Dentro de Ti Ver O MarDesamparo – Romance
de Inês Pedrosa
Edição portuguesa: 320 páginas, Dom Quixote.
Edição brasileira: 296, Leya
Edição croata : 208, OceanMore

 


Inês Pedrosa: "O livro está cheio de Brasil, sim, e da beleza arrasadora de Portugal, e da capacidade transfiguradora da alegria e da esperança humanas."

Entrevista com a autora de Desamparo, um livro apaixonante.

O livro Desamparo é um retrato atual do país, sem floreados – mostra a pobreza incapacitante da ex-classe média, as condições de vida no limite do cansaço, tão comuns entre nós hoje em dia, a morte dos velhos sozinhos, a impossibilidade de os filhos cuidarem deles enquanto vivem, a violência sobre as mulheres, a pequena corrupção, o fastio pelos políticos. Mas mostra também uma parte bonita – a capacidade de resolver problemas imediatos, a consolação que existe na nossa forma de ser e a crença no amor verdadeiro. Com uma escrita clara, em que cada palavra ali está por uma razão que importa à narrativa, o livro é lindíssimo. Inês Pedrosa explica-nos o romance que escreveu.

Este livro é um cru retrato do país, escreveu-o para quem?
Quem escreve para sentir, compreender e interrogar o mundo não escreve para um leitor em particular, e é esse o meu caso. Vejo o romance como uma forma de arte reflexiva, que busca iluminar as zonas de sombra do individuo e da sociedade, e foi isso que procurei fazer neste Desamparo. Aquilo que vivemos é sempre singular e subjetivo, não há uma visão nem uma verdade únicas, pelo que esse retrato que diz 'cru' é matizado pela perspetiva particular de cada personagem – e pelo humor que atravessa todos os meus romances, porque acredito que o riso nos aproxima e nos amplia o conhecimento do mundo.

É uma narrativa com uma mensagem clara: estamos desgraçados. Está na hora de a literatura engagée regressar?
Discordo absolutamente de que Desamparo contenha essa 'mensagem' de desgraça. Pelo contrário: vemos um conjunto de personagens muito diferentes em situações-limite: algumas desesperam, outras reinventam-se, ousam procurar a felicidade. O mundo vive um período de transição acelerada em que os modelos económicos tradicionais deixaram de funcionar e precisamos de encontrar outros modelos, mas a História prova-nos que temos muita sorte em viver nesta época – eu, pelo menos, detestaria ter nascido antes da invenção da anestesia, por exemplo (meados do Séc. XIX), ou da criação de direitos iguais entre homens e mulheres (em Portugal só garantida a partir da Constituição de 1976i). Toda a literatura digna do nome é engagée - de D.Quixote, de Cervantes, até O Amante, de Marguerite Duras, das crónicas de Fernão Lopes até O Delfim, de José Cardoso Pires, ou Ensaio Sobre a Cegueira, de José Saramago.

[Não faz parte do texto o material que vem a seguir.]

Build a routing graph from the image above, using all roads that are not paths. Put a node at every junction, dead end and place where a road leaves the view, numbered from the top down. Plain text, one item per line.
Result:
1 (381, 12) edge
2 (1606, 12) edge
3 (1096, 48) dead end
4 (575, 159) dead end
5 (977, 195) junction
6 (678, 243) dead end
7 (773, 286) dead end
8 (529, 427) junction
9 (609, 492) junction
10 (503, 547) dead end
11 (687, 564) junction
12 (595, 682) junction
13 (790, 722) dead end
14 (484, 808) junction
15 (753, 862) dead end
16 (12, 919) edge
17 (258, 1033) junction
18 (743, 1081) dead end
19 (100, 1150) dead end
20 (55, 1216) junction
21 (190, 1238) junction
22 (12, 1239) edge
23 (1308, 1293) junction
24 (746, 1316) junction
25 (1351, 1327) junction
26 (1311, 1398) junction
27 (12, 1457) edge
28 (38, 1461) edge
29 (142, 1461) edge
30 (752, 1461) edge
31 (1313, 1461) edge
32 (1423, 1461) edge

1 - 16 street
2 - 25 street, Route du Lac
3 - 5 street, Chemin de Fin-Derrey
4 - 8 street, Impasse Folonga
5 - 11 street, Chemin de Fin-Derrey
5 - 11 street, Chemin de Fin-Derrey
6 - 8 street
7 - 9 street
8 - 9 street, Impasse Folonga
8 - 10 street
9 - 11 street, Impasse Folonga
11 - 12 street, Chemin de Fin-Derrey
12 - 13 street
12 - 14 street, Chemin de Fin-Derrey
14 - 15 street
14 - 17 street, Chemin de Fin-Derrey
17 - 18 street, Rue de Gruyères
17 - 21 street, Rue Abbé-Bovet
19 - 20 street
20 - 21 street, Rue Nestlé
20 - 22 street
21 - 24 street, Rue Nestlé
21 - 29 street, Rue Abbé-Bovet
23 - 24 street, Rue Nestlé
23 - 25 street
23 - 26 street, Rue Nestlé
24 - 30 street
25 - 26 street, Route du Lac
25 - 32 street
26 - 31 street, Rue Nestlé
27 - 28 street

O problema não é sequer só português - o livro está cheio de Brasil, a ação passa-se também nos EUA... Aparentemente, não há muita esperança para o mundo?
O livro está cheio de Brasil, sim, e de samba, e de paixão, e do deslumbramento do Rio de Janeiro, e fala do encanto de Berkeley, nos Estados Unidos, e da beleza arrasadora de Portugal, e da capacidade transfiguradora da alegria e da esperança humanas.

"O torno do mundo volta a rodar" é uma frase que até daria esperança, não tivesse Alice acabado de morrer, em circunstâncias muito parecidas com as da morte de Jacinta. Não há remédio para o país?
Alice morreu? Tem a certeza? Eu não. Creio que nada no romance aponta para um país sem remédio. Como diz Raul no final do penúltimo capítulo, "Este país que se diz triste é afinal um lugar de consolação".

Tem uma proposta de mudança para o país? O que é que é preciso fazer? Quem é que tem de mudar?
O pensamento, a palavra e o amor tudo resolvem – é através destes elementos que sobrevivemos. Por isso escrevo. "O tomo do mundo não para de rodar" – já nos levou até Marte.

Entrevista de Carla Macedo in Lux Woman (Edição de 01/04/2015)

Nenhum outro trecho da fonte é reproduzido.